» Problem statement: Once the pictures are removed, reproduce what is left of the data below exactly.

************

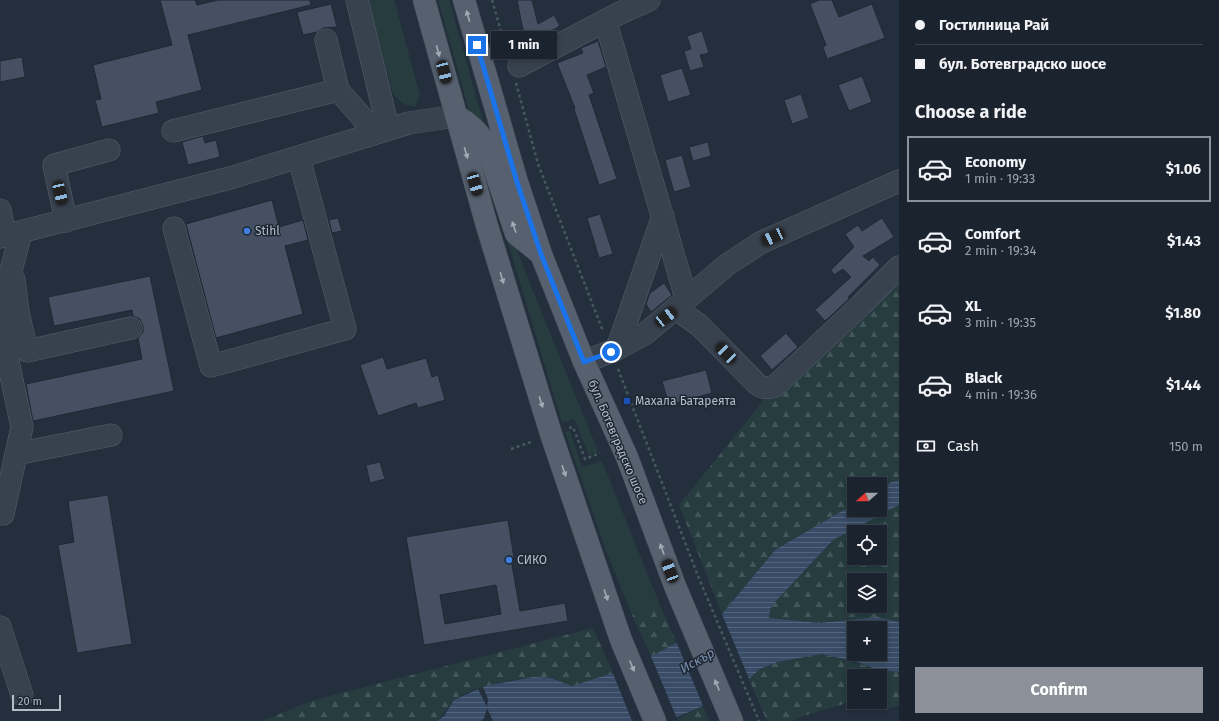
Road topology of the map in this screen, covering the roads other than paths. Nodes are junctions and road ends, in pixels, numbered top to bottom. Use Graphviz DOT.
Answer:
graph roads {
  1 [pos="356,0"];
  2 [pos="424,0"];
  3 [pos="464,0"];
  4 [pos="649,0"];
  5 [pos="610,32"];
  6 [pos="326,40"];
  7 [pos="514,66"];
  8 [pos="338,90"];
  9 [pos="456,116"];
  10 [pos="174,131"];
  11 [pos="382,131"];
  12 [pos="109,150"];
  13 [pos="299,158"];
  14 [pos="899,181"];
  15 [pos="0,210"];
  16 [pos="663,216"];
  17 [pos="66,221"];
  18 [pos="174,228"];
  19 [pos="9,235"];
  20 [pos="541,254"];
  21 [pos="12,261"];
  22 [pos="899,267"];
  23 [pos="681,303"];
  24 [pos="131,328"];
  25 [pos="614,350"];
  26 [pos="584,362"];
  27 [pos="111,435"];
  28 [pos="16,454"];
  29 [pos="3,514"];
  30 [pos="0,627"];
  31 [pos="22,695"];
  32 [pos="655,721"];
  33 [pos="732,721"];
  1 -- 11 [label="street"];
  2 -- 9 [label="main road, one-way"];
  20 -- 3 [label="main road, бул. Ботевградско шосе, one-way"];
  4 -- 7 [label="street"];
  5 -- 16 [label="street"];
  6 -- 8 [label="street"];
  8 -- 10 [label="street"];
  8 -- 11 [label="street"];
  9 -- 11 [label="street"];
  20 -- 9 [label="main road, one-way"];
  9 -- 32 [label="main road, one-way"];
  11 -- 13 [label="street"];
  12 -- 17 [label="street"];
  13 -- 17 [label="street"];
  13 -- 18 [label="street"];
  14 -- 23 [label="street"];
  15 -- 19 [label="street"];
  16 -- 23 [label="street"];
  16 -- 25 [label="street"];
  17 -- 19 [label="street"];
  19 -- 21 [label="street"];
  20 -- 26 [label="main road, бул. Ботевградско шосе"];
  21 -- 24 [label="street"];
  21 -- 28 [label="street"];
  22 -- 23 [label="street"];
  23 -- 25 [label="street"];
  25 -- 26 [label="street"];
  33 -- 26 [label="main road, бул. Ботевградско шосе, one-way"];
  27 -- 28 [label="street"];
  28 -- 29 [label="street"];
  30 -- 31 [label="street"];
}
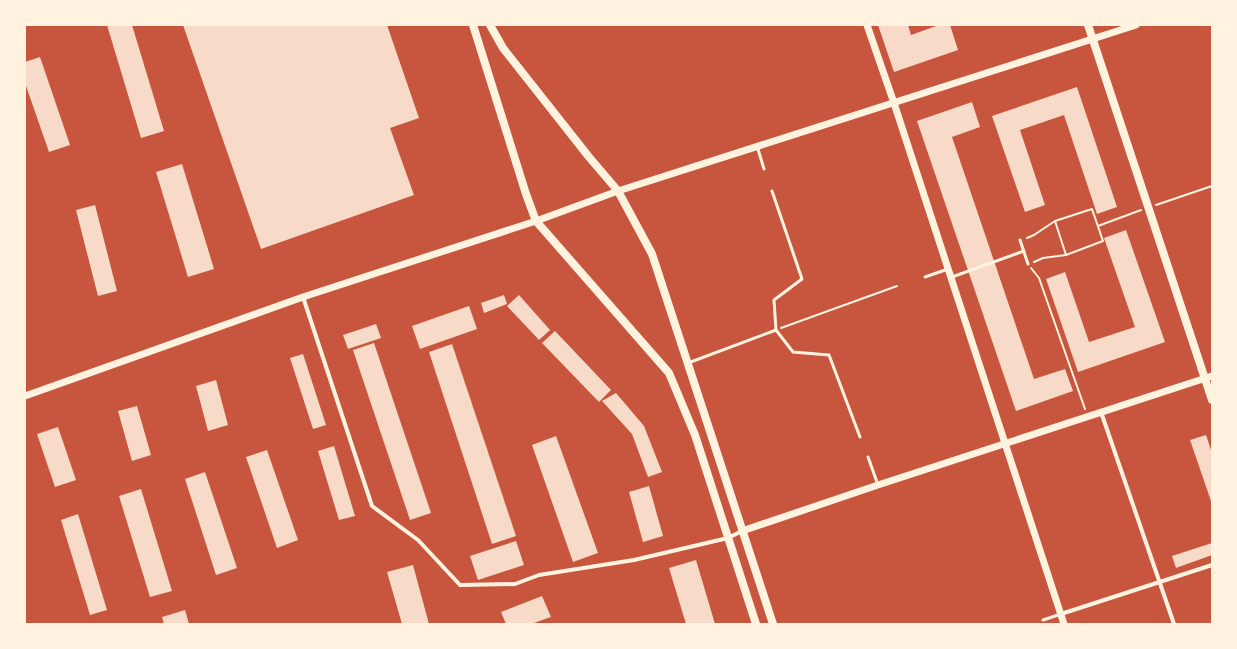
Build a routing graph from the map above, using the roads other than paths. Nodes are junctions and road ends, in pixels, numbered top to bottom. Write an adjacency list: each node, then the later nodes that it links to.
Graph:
1 (473, 25): 12 (main road)
2 (490, 25): 10 (main road)
3 (867, 25): 7 (street)
4 (1088, 25): 6 (main road)
5 (1136, 25): 6 (street)
6 (1093, 39): 7 (street); 22 (main road)
7 (894, 103): 8 (street); 16 (street)
8 (757, 146): 9 (lane); 10 (street)
9 (764, 168)
10 (618, 191): 12 (street); 21 (main road)
11 (772, 191): 20 (lane)
12 (536, 221): 19 (street); 31 (main road)
13 (1020, 240): 14 (lane)
14 (1024, 251): 15 (lane); 18 (lane)
15 (1028, 264)
16 (948, 269): 17 (lane); 18 (street)
17 (925, 276)
18 (950, 277): 27 (street)
19 (303, 297): 23 (street); 31 (street)
20 (776, 330): 21 (lane); 26 (lane)
21 (687, 363): 30 (main road)
22 (1208, 377): 24 (main road); 25 (street)
23 (25, 396)
24 (1212, 400)
25 (1100, 412): 27 (street); 33 (street)
26 (860, 437)
27 (1005, 444): 29 (street); 34 (street)
28 (868, 457): 29 (lane)
29 (878, 485): 30 (street)
30 (742, 531): 31 (street); 37 (main road)
31 (728, 538): 36 (main road)
32 (1212, 565): 33 (street)
33 (1159, 582): 34 (street); 39 (street)
34 (1061, 614): 35 (lane); 38 (street)
35 (1043, 620)
36 (756, 624)
37 (773, 624)
38 (1064, 624)
39 (1174, 624)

************

» Answer box:
Road topology of the map in this screen, covering the roads other than paths. Nodes are junctions and road ends, in pixels, numbered top to bottom. Use Graphviz DOT.
Answer:
graph roads {
  1 [pos="356,0"];
  2 [pos="424,0"];
  3 [pos="464,0"];
  4 [pos="649,0"];
  5 [pos="610,32"];
  6 [pos="326,40"];
  7 [pos="514,66"];
  8 [pos="338,90"];
  9 [pos="456,116"];
  10 [pos="174,131"];
  11 [pos="382,131"];
  12 [pos="109,150"];
  13 [pos="299,158"];
  14 [pos="899,181"];
  15 [pos="0,210"];
  16 [pos="663,216"];
  17 [pos="66,221"];
  18 [pos="174,228"];
  19 [pos="9,235"];
  20 [pos="541,254"];
  21 [pos="12,261"];
  22 [pos="899,267"];
  23 [pos="681,303"];
  24 [pos="131,328"];
  25 [pos="614,350"];
  26 [pos="584,362"];
  27 [pos="111,435"];
  28 [pos="16,454"];
  29 [pos="3,514"];
  30 [pos="0,627"];
  31 [pos="22,695"];
  32 [pos="655,721"];
  33 [pos="732,721"];
  1 -- 11 [label="street"];
  2 -- 9 [label="main road, one-way"];
  20 -- 3 [label="main road, бул. Ботевградско шосе, one-way"];
  4 -- 7 [label="street"];
  5 -- 16 [label="street"];
  6 -- 8 [label="street"];
  8 -- 10 [label="street"];
  8 -- 11 [label="street"];
  9 -- 11 [label="street"];
  20 -- 9 [label="main road, one-way"];
  9 -- 32 [label="main road, one-way"];
  11 -- 13 [label="street"];
  12 -- 17 [label="street"];
  13 -- 17 [label="street"];
  13 -- 18 [label="street"];
  14 -- 23 [label="street"];
  15 -- 19 [label="street"];
  16 -- 23 [label="street"];
  16 -- 25 [label="street"];
  17 -- 19 [label="street"];
  19 -- 21 [label="street"];
  20 -- 26 [label="main road, бул. Ботевградско шосе"];
  21 -- 24 [label="street"];
  21 -- 28 [label="street"];
  22 -- 23 [label="street"];
  23 -- 25 [label="street"];
  25 -- 26 [label="street"];
  33 -- 26 [label="main road, бул. Ботевградско шосе, one-way"];
  27 -- 28 [label="street"];
  28 -- 29 [label="street"];
  30 -- 31 [label="street"];
}
Build a routing graph from the map above, using the roads other than paths. Nodes are junctions and road ends, in pixels, numbered top to bottom. Write an adjacency list: each node, then the later nodes that it links to.
Graph:
1 (473, 25): 12 (main road)
2 (490, 25): 10 (main road)
3 (867, 25): 7 (street)
4 (1088, 25): 6 (main road)
5 (1136, 25): 6 (street)
6 (1093, 39): 7 (street); 22 (main road)
7 (894, 103): 8 (street); 16 (street)
8 (757, 146): 9 (lane); 10 (street)
9 (764, 168)
10 (618, 191): 12 (street); 21 (main road)
11 (772, 191): 20 (lane)
12 (536, 221): 19 (street); 31 (main road)
13 (1020, 240): 14 (lane)
14 (1024, 251): 15 (lane); 18 (lane)
15 (1028, 264)
16 (948, 269): 17 (lane); 18 (street)
17 (925, 276)
18 (950, 277): 27 (street)
19 (303, 297): 23 (street); 31 (street)
20 (776, 330): 21 (lane); 26 (lane)
21 (687, 363): 30 (main road)
22 (1208, 377): 24 (main road); 25 (street)
23 (25, 396)
24 (1212, 400)
25 (1100, 412): 27 (street); 33 (street)
26 (860, 437)
27 (1005, 444): 29 (street); 34 (street)
28 (868, 457): 29 (lane)
29 (878, 485): 30 (street)
30 (742, 531): 31 (street); 37 (main road)
31 (728, 538): 36 (main road)
32 (1212, 565): 33 (street)
33 (1159, 582): 34 (street); 39 (street)
34 (1061, 614): 35 (lane); 38 (street)
35 (1043, 620)
36 (756, 624)
37 (773, 624)
38 (1064, 624)
39 (1174, 624)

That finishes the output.